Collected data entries
•••••

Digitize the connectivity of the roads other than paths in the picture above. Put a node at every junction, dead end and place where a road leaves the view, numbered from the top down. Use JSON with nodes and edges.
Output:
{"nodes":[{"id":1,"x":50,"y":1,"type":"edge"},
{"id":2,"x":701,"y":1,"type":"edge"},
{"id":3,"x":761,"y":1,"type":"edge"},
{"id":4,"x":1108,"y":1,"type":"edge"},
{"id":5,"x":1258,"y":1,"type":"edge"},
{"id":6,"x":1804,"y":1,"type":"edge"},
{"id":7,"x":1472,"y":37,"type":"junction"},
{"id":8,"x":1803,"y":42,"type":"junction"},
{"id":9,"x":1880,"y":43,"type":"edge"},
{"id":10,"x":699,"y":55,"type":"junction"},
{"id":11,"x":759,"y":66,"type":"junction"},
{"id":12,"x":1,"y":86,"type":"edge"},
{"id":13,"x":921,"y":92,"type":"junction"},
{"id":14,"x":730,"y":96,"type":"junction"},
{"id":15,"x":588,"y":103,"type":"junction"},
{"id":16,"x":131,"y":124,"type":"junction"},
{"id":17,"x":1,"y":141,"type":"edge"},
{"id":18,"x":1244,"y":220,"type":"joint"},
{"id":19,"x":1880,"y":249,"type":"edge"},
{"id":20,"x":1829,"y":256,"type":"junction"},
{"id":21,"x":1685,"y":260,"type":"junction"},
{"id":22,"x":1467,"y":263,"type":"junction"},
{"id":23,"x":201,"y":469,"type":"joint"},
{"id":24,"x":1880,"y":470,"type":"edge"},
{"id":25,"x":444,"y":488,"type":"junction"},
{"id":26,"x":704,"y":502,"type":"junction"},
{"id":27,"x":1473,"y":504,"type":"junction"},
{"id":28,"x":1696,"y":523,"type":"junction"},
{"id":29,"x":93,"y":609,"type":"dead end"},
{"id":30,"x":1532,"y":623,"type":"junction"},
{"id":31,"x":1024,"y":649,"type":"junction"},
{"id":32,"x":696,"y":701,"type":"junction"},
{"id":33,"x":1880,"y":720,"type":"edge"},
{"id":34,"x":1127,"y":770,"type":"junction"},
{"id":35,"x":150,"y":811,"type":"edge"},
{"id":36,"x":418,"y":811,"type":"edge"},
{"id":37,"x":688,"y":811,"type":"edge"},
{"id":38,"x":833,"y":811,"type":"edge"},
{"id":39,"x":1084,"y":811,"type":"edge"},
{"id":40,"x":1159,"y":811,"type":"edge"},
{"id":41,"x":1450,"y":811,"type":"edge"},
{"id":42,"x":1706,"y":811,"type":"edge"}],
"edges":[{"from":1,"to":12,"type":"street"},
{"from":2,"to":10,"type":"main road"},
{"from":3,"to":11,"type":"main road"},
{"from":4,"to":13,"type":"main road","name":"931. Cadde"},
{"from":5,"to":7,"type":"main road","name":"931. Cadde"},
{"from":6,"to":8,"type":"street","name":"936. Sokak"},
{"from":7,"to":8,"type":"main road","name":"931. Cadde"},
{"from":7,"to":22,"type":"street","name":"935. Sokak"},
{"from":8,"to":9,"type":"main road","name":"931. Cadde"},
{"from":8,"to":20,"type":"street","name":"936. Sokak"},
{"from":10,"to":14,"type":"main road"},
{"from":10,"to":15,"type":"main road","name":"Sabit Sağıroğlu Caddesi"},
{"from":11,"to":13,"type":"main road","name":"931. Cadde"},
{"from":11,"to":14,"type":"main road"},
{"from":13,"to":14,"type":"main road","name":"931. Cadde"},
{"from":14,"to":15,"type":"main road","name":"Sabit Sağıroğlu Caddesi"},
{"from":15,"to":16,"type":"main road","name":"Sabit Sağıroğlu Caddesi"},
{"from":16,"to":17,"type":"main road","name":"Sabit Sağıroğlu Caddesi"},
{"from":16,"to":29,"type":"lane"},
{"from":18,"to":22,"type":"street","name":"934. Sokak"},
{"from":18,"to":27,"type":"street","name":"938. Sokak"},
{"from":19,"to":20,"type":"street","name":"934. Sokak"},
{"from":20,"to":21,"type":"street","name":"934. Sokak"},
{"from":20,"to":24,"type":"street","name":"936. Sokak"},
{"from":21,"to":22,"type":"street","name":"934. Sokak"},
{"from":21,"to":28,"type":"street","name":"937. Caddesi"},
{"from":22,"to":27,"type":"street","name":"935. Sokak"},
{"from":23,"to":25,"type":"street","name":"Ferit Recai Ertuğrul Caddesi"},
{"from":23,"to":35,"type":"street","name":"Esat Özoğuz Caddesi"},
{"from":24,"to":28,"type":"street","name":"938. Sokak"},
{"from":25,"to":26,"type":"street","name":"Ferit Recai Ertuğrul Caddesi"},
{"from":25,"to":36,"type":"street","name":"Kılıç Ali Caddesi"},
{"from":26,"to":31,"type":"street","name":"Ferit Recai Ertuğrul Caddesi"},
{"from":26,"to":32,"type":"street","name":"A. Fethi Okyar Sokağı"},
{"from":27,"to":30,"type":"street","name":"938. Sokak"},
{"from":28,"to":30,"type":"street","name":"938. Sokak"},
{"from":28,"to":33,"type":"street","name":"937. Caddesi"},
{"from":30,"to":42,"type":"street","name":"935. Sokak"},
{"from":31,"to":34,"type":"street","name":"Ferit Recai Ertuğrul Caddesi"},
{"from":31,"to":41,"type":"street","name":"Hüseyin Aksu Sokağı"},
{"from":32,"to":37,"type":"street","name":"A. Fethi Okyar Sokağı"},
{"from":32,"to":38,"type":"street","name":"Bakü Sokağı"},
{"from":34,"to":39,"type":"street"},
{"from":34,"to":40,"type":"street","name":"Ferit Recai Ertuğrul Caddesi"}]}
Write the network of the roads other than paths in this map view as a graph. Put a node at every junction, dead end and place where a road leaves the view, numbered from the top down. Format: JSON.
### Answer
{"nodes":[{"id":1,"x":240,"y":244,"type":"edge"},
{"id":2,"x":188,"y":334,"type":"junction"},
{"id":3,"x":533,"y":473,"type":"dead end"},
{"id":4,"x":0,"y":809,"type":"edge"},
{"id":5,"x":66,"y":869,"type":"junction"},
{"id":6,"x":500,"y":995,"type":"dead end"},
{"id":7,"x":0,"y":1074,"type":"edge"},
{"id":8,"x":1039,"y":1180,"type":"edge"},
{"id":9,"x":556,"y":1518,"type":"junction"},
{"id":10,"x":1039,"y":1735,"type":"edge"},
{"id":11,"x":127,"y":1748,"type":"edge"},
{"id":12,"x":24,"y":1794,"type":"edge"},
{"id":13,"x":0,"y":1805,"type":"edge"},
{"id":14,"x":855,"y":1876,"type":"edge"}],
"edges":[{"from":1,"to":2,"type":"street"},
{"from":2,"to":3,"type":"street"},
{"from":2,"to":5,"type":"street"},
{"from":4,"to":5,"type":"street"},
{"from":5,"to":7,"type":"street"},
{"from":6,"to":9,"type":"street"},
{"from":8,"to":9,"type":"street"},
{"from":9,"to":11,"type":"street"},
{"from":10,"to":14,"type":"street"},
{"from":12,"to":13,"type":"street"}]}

•••••

Aim of the task: Look through the entries above, and wherever a line holds the string "joint", copy it.

Solved exercise:
{"id":18,"x":1244,"y":220,"type":"joint"},
{"id":23,"x":201,"y":469,"type":"joint"},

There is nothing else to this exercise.